■ Your instructions:
Below are entries. Pull out all lines containing "nodes".

■ Input data:
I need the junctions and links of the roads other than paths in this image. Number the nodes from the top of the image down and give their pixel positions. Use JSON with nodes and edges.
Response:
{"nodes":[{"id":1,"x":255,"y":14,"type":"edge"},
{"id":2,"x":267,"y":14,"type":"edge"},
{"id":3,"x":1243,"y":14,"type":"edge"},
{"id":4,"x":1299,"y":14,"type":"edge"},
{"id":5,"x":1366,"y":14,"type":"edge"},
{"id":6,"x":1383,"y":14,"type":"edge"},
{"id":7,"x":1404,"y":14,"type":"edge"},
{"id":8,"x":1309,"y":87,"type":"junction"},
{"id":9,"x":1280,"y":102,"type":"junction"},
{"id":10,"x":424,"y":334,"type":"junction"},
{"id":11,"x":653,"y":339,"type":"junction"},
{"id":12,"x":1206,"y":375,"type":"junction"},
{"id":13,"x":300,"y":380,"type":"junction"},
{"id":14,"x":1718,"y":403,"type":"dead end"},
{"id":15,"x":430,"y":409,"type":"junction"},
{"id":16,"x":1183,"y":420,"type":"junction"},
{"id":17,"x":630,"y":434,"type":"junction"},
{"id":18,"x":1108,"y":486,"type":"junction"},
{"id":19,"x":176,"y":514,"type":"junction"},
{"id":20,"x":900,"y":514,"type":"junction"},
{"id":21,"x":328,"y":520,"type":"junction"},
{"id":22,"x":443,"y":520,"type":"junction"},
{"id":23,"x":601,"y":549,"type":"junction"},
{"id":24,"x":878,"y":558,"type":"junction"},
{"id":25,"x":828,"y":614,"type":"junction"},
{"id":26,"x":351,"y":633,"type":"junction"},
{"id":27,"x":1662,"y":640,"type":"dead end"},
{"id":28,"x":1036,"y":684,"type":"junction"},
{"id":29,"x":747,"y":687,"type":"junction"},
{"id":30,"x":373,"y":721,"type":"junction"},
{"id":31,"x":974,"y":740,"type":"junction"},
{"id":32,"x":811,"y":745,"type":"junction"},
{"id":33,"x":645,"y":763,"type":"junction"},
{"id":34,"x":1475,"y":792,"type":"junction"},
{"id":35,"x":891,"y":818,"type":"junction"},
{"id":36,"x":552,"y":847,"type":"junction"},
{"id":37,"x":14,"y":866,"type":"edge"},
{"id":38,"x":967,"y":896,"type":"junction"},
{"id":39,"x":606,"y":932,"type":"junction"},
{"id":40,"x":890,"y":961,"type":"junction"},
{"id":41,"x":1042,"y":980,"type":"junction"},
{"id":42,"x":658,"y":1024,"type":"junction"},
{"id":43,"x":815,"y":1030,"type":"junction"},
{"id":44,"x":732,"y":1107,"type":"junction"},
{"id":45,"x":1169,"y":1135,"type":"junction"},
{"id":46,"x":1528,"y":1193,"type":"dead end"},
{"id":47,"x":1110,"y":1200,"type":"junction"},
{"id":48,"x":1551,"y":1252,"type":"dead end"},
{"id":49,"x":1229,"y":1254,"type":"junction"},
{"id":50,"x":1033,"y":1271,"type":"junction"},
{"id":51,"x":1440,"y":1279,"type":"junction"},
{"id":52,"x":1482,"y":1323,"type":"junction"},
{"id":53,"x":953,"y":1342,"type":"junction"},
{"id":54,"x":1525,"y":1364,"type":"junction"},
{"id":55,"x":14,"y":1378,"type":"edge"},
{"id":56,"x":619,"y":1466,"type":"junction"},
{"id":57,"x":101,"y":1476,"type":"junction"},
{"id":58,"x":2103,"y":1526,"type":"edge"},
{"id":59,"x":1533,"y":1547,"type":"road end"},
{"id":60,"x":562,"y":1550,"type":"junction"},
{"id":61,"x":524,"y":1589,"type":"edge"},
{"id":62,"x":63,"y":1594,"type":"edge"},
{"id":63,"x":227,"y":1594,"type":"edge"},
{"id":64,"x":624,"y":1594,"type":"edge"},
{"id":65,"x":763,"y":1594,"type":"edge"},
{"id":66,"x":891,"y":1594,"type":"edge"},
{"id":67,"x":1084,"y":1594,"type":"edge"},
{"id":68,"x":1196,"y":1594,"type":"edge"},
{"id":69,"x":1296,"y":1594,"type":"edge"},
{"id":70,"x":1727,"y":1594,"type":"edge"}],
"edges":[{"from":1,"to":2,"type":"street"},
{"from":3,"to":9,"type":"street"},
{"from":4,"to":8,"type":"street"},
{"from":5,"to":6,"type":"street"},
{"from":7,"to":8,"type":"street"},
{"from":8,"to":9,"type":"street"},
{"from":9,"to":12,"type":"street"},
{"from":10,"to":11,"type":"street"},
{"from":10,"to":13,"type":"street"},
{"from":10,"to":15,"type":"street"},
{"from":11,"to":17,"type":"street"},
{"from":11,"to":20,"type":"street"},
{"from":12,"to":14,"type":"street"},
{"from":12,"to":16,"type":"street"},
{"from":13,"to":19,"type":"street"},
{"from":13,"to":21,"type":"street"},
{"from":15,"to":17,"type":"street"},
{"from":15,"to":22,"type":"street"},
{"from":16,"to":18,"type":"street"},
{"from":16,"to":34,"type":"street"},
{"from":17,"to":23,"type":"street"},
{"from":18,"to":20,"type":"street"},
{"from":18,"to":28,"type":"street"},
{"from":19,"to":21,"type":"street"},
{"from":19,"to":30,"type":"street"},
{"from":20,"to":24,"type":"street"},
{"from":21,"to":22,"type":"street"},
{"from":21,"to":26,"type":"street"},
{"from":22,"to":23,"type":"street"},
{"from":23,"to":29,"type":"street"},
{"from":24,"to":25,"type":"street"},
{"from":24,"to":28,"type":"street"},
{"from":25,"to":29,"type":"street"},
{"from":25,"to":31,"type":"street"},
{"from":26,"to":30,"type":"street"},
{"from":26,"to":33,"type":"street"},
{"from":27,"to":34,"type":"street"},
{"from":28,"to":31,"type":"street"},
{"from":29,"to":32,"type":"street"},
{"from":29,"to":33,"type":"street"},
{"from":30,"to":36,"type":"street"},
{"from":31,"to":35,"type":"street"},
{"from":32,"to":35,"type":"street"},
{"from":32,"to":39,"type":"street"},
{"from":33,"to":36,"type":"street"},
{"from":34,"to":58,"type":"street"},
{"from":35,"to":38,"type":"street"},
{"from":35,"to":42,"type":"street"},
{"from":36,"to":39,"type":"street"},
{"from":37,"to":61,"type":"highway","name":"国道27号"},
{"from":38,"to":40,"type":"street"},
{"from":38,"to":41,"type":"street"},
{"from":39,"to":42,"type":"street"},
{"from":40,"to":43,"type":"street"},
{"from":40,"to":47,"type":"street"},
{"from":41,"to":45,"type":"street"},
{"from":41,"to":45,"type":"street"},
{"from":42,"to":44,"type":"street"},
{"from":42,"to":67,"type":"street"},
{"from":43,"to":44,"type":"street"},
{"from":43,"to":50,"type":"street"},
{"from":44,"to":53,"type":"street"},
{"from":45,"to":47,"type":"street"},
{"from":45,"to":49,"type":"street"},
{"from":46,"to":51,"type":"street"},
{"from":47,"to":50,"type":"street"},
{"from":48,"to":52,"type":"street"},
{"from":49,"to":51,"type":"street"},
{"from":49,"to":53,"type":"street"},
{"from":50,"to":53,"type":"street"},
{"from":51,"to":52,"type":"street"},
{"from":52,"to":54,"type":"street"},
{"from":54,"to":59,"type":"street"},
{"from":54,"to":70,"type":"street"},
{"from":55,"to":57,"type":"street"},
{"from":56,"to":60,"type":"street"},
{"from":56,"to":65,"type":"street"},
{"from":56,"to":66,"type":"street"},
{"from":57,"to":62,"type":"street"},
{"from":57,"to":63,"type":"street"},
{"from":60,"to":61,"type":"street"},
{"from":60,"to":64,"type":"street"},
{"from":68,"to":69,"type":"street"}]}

■ Written solution:
I need the junctions and links of the roads other than paths in this image. Number the nodes from the top of the image down and give their pixel positions. Use JSON with nodes and edges.
{"nodes":[{"id":1,"x":255,"y":14,"type":"edge"},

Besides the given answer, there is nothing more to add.